## Exercise details
Starting at the line with "Please list the" and ending at the line with "I need the junctions and links of all roads and", print exactly the lines of the entries below. Pictures do not belong in the copy.

= = = = = = =

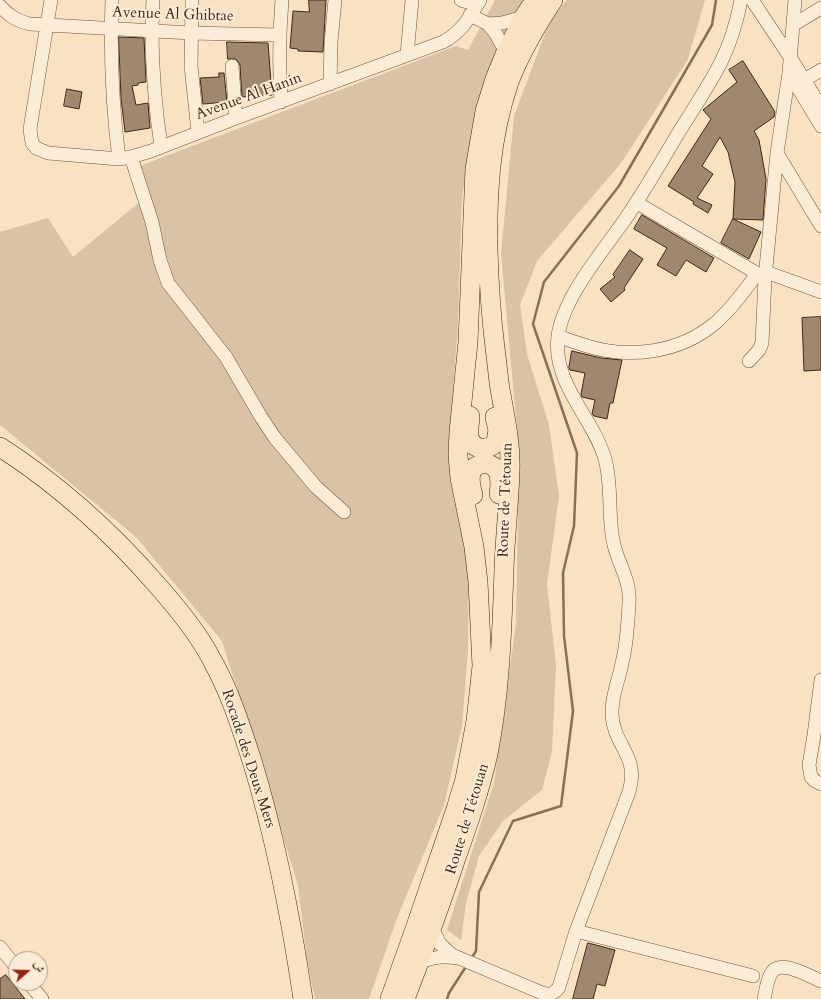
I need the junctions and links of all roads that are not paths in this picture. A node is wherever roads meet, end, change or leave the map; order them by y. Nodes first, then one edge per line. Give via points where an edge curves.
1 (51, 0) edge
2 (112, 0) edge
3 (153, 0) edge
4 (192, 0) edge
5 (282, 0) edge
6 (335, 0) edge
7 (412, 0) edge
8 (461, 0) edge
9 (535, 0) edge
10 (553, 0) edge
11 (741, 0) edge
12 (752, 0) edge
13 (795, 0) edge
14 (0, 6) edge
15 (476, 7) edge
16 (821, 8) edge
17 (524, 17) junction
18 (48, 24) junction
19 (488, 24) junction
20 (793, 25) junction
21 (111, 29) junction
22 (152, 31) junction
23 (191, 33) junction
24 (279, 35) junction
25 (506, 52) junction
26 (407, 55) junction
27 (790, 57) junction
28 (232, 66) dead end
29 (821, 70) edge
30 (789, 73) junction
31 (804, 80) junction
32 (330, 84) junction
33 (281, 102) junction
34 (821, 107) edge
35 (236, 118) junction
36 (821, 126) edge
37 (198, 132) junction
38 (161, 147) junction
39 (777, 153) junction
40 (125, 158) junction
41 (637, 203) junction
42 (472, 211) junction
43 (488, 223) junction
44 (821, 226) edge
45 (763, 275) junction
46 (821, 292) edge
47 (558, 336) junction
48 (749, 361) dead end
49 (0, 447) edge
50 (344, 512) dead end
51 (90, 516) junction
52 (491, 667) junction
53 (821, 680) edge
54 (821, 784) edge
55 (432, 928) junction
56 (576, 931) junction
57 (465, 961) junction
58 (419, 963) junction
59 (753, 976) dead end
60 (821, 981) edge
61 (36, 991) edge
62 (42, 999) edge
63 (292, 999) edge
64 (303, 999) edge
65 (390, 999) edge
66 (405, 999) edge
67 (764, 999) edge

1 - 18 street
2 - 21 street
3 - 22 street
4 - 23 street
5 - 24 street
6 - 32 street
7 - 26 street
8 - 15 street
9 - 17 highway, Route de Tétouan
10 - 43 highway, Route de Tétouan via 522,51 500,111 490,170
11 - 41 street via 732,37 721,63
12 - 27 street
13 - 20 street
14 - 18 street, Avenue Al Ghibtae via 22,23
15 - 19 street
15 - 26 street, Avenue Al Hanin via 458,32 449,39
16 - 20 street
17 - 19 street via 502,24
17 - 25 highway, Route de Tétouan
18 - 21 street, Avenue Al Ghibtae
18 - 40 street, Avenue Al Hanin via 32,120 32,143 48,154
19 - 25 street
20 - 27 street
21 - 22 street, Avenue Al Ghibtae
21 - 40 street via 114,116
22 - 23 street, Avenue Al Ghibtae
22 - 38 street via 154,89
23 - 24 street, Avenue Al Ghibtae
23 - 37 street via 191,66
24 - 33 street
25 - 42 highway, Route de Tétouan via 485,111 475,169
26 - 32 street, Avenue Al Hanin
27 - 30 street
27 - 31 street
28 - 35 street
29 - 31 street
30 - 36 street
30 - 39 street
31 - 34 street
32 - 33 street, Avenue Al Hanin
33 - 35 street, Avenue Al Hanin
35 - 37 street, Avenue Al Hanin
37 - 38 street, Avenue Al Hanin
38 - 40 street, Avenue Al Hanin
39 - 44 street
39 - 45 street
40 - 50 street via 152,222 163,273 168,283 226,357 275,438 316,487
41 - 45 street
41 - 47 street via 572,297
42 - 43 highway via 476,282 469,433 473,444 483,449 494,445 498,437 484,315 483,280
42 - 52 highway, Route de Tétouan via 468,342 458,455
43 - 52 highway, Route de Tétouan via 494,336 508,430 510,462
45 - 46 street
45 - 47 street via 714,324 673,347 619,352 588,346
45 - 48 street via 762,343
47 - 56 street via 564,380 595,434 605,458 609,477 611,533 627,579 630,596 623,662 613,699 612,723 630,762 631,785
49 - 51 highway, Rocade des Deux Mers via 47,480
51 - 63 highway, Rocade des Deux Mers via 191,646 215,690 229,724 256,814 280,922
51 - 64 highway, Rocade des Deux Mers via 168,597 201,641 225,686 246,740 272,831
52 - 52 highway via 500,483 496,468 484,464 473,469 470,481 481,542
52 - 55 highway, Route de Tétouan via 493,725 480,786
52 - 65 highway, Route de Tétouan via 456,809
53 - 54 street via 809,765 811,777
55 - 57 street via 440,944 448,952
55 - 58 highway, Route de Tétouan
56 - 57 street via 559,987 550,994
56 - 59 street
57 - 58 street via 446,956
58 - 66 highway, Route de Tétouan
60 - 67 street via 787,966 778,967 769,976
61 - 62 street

= = = = = = =

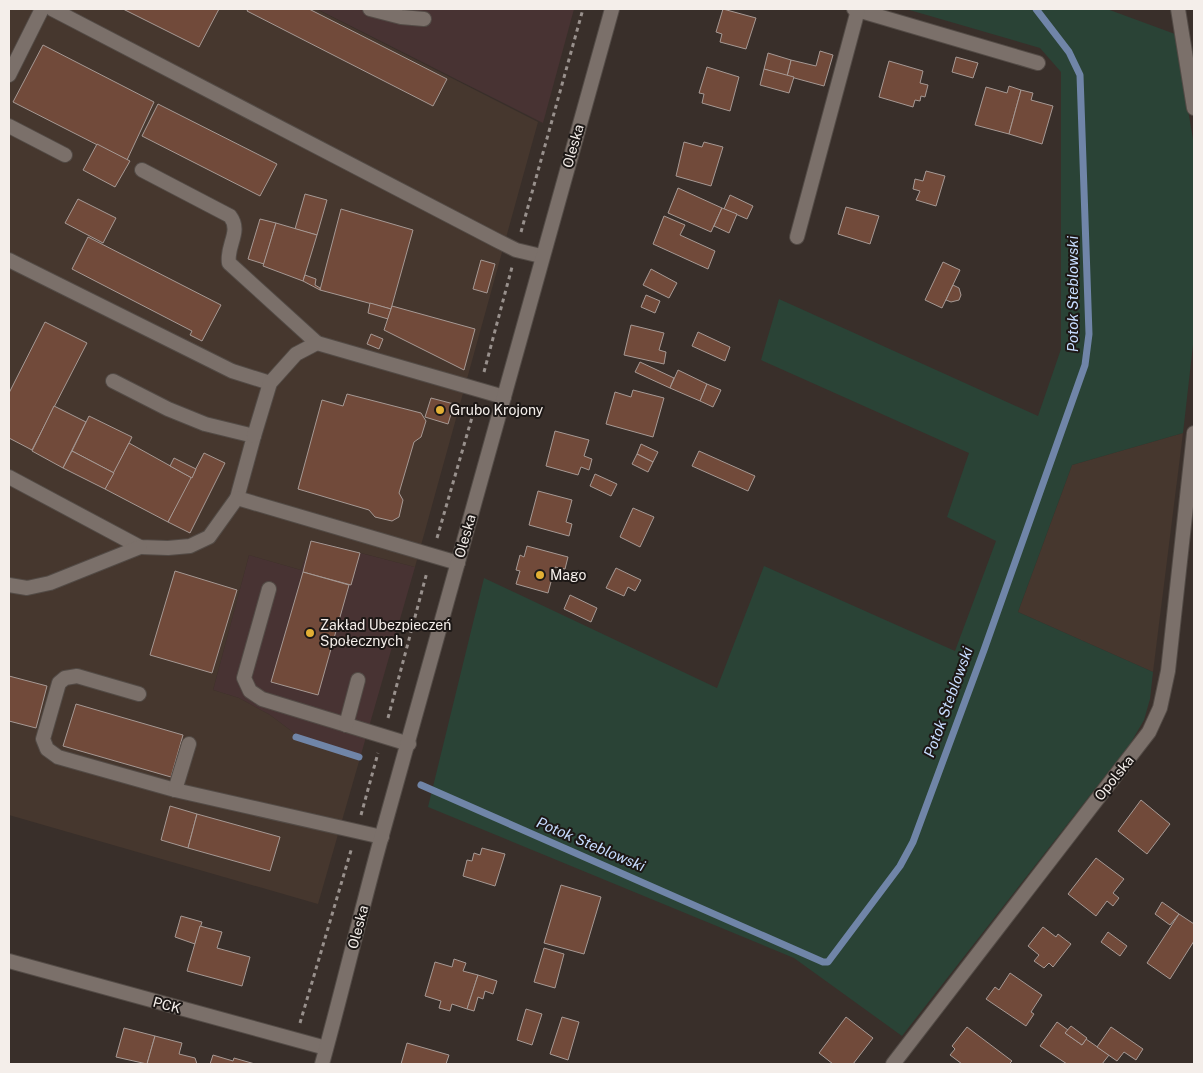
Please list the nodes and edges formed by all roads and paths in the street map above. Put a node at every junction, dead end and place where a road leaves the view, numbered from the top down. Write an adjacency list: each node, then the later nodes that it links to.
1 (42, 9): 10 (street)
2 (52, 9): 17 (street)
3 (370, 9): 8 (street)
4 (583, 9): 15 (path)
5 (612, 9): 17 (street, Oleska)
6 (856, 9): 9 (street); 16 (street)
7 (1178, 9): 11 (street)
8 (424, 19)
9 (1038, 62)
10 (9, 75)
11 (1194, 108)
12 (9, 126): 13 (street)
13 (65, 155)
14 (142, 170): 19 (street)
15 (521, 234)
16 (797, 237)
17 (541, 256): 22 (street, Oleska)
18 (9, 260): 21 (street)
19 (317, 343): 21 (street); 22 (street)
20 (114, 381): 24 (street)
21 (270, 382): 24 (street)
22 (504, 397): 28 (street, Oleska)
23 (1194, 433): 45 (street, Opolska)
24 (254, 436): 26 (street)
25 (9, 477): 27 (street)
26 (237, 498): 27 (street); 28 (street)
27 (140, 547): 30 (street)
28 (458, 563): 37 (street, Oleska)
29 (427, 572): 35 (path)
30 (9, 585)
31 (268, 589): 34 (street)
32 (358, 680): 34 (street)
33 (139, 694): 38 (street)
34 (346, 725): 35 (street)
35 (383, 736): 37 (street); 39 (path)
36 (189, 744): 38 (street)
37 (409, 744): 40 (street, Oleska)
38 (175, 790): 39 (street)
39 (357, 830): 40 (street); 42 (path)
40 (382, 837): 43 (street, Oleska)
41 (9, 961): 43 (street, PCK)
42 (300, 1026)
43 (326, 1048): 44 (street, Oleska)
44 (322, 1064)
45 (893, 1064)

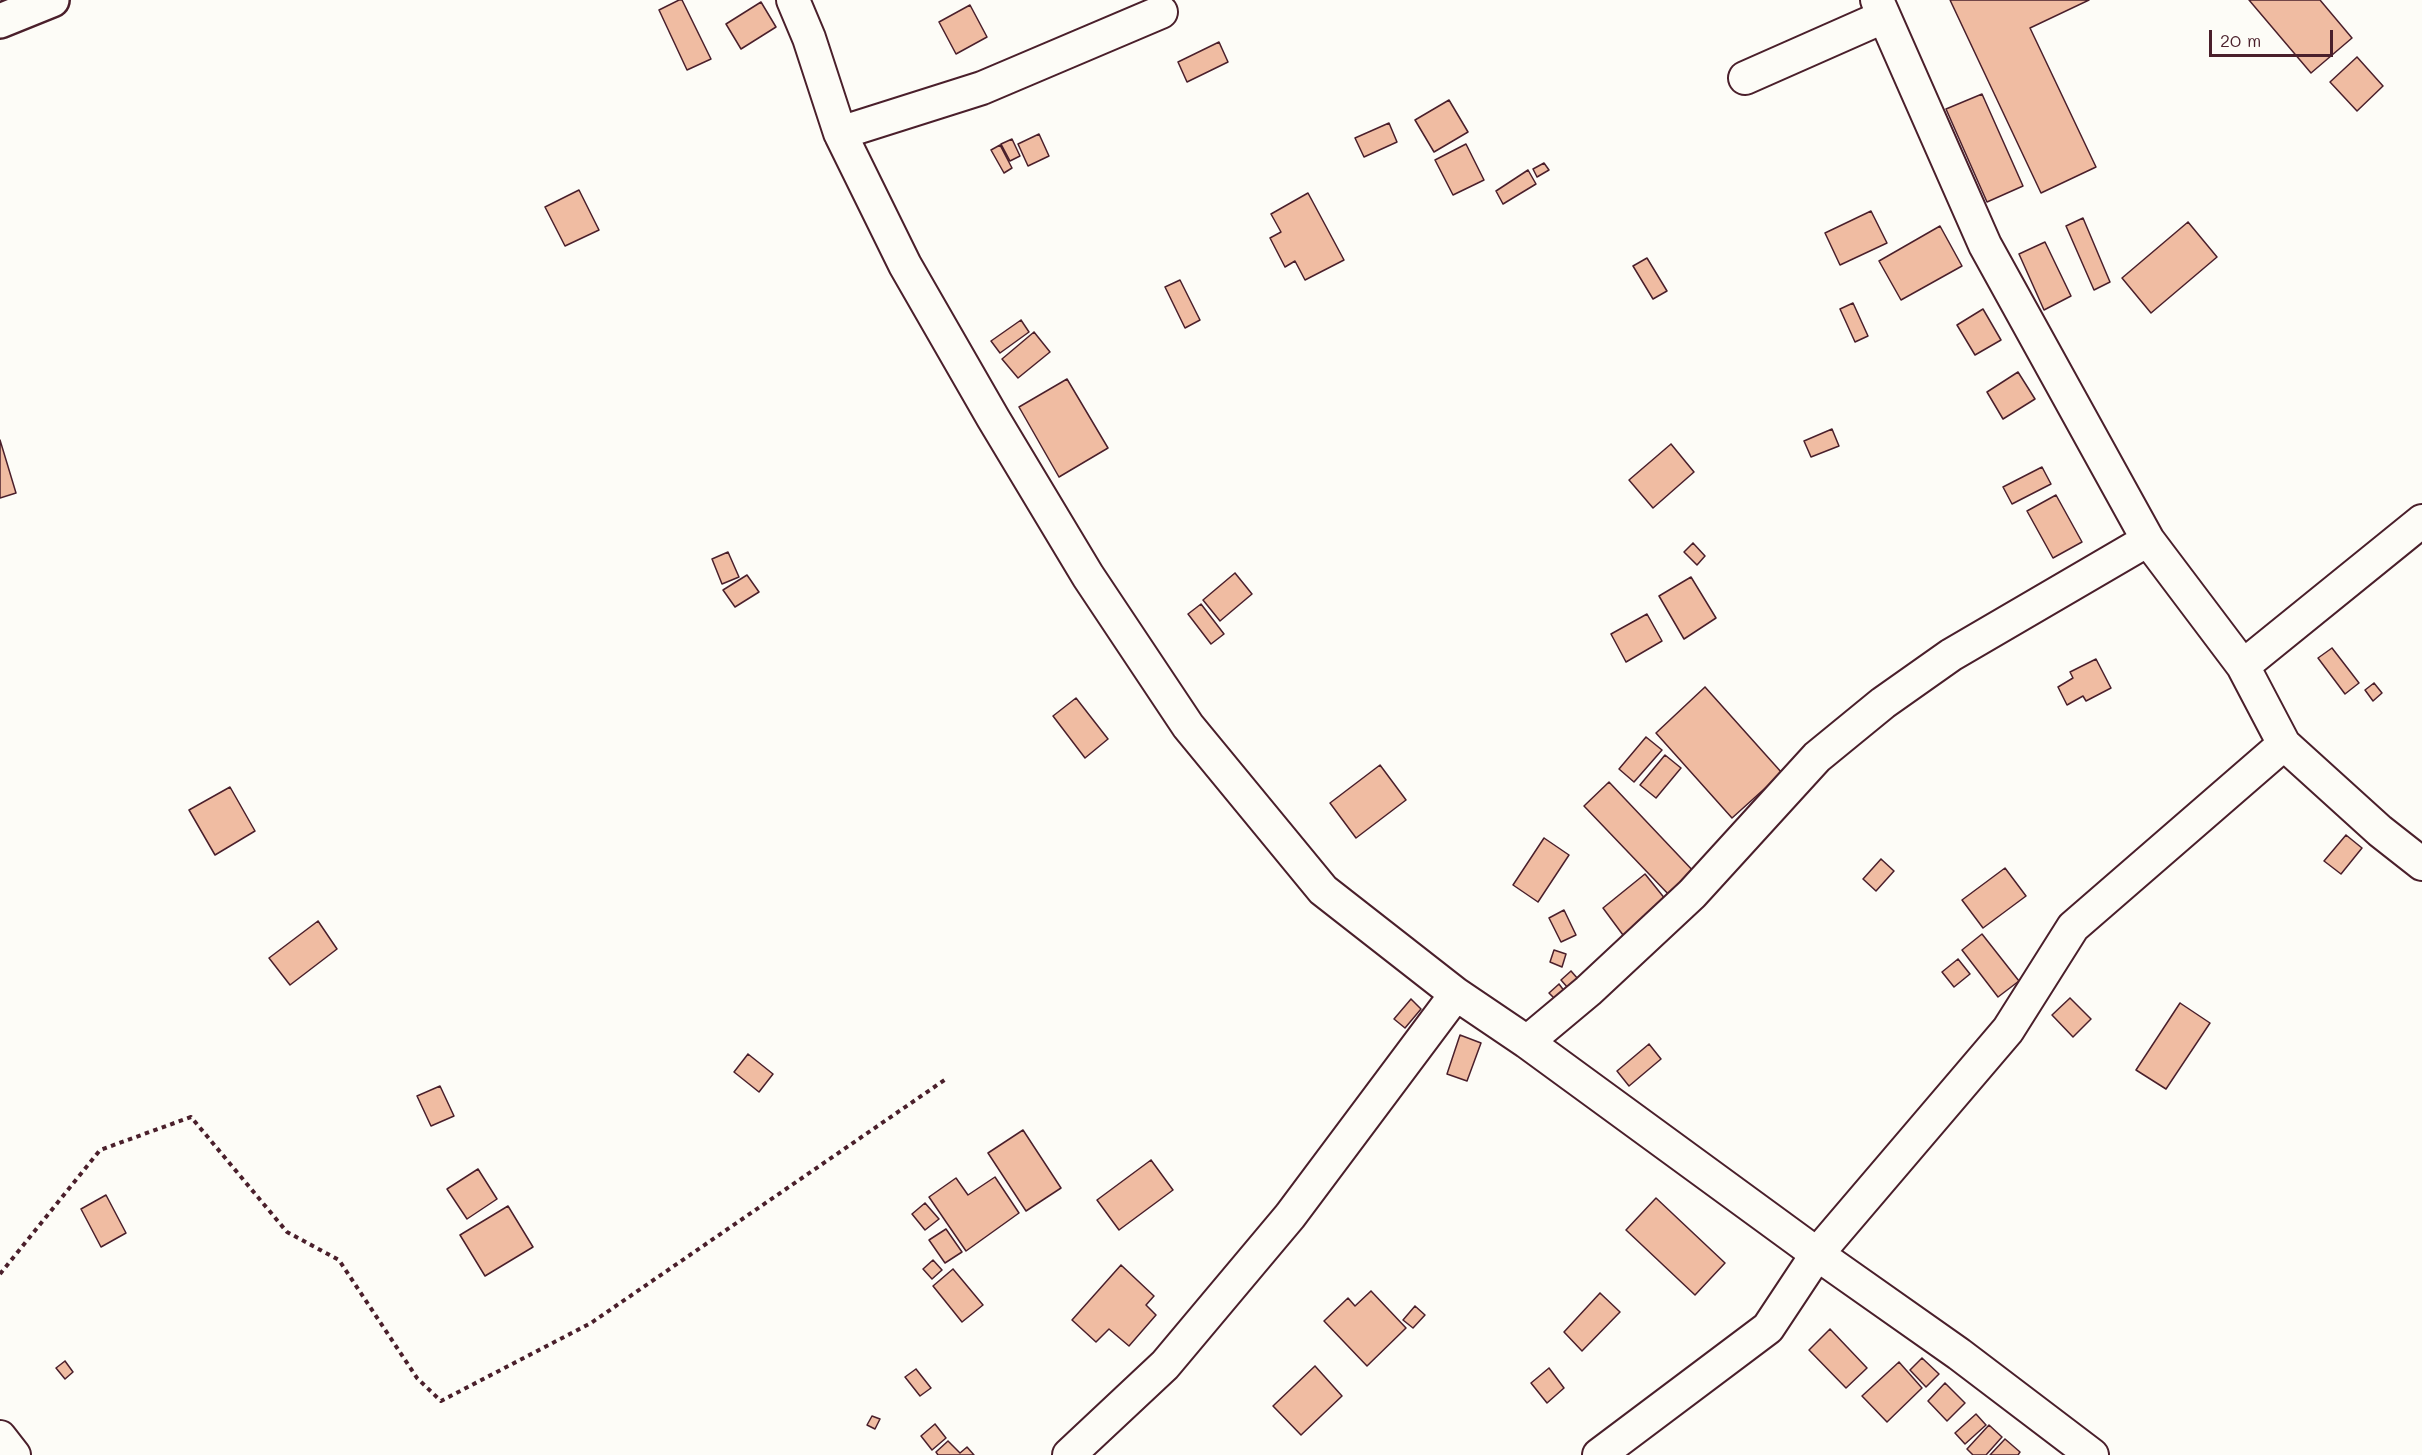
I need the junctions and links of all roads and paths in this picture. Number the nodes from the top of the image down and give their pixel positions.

= = = = = = =

## Finished task
Please list the nodes and edges formed by all roads and paths in the street map above. Put a node at every junction, dead end and place where a road leaves the view, numbered from the top down. Write an adjacency list: each node, then the later nodes that it links to.
1 (42, 9): 10 (street)
2 (52, 9): 17 (street)
3 (370, 9): 8 (street)
4 (583, 9): 15 (path)
5 (612, 9): 17 (street, Oleska)
6 (856, 9): 9 (street); 16 (street)
7 (1178, 9): 11 (street)
8 (424, 19)
9 (1038, 62)
10 (9, 75)
11 (1194, 108)
12 (9, 126): 13 (street)
13 (65, 155)
14 (142, 170): 19 (street)
15 (521, 234)
16 (797, 237)
17 (541, 256): 22 (street, Oleska)
18 (9, 260): 21 (street)
19 (317, 343): 21 (street); 22 (street)
20 (114, 381): 24 (street)
21 (270, 382): 24 (street)
22 (504, 397): 28 (street, Oleska)
23 (1194, 433): 45 (street, Opolska)
24 (254, 436): 26 (street)
25 (9, 477): 27 (street)
26 (237, 498): 27 (street); 28 (street)
27 (140, 547): 30 (street)
28 (458, 563): 37 (street, Oleska)
29 (427, 572): 35 (path)
30 (9, 585)
31 (268, 589): 34 (street)
32 (358, 680): 34 (street)
33 (139, 694): 38 (street)
34 (346, 725): 35 (street)
35 (383, 736): 37 (street); 39 (path)
36 (189, 744): 38 (street)
37 (409, 744): 40 (street, Oleska)
38 (175, 790): 39 (street)
39 (357, 830): 40 (street); 42 (path)
40 (382, 837): 43 (street, Oleska)
41 (9, 961): 43 (street, PCK)
42 (300, 1026)
43 (326, 1048): 44 (street, Oleska)
44 (322, 1064)
45 (893, 1064)

I need the junctions and links of all roads and paths in this picture. Number the nodes from the top of the image down and give their pixel positions.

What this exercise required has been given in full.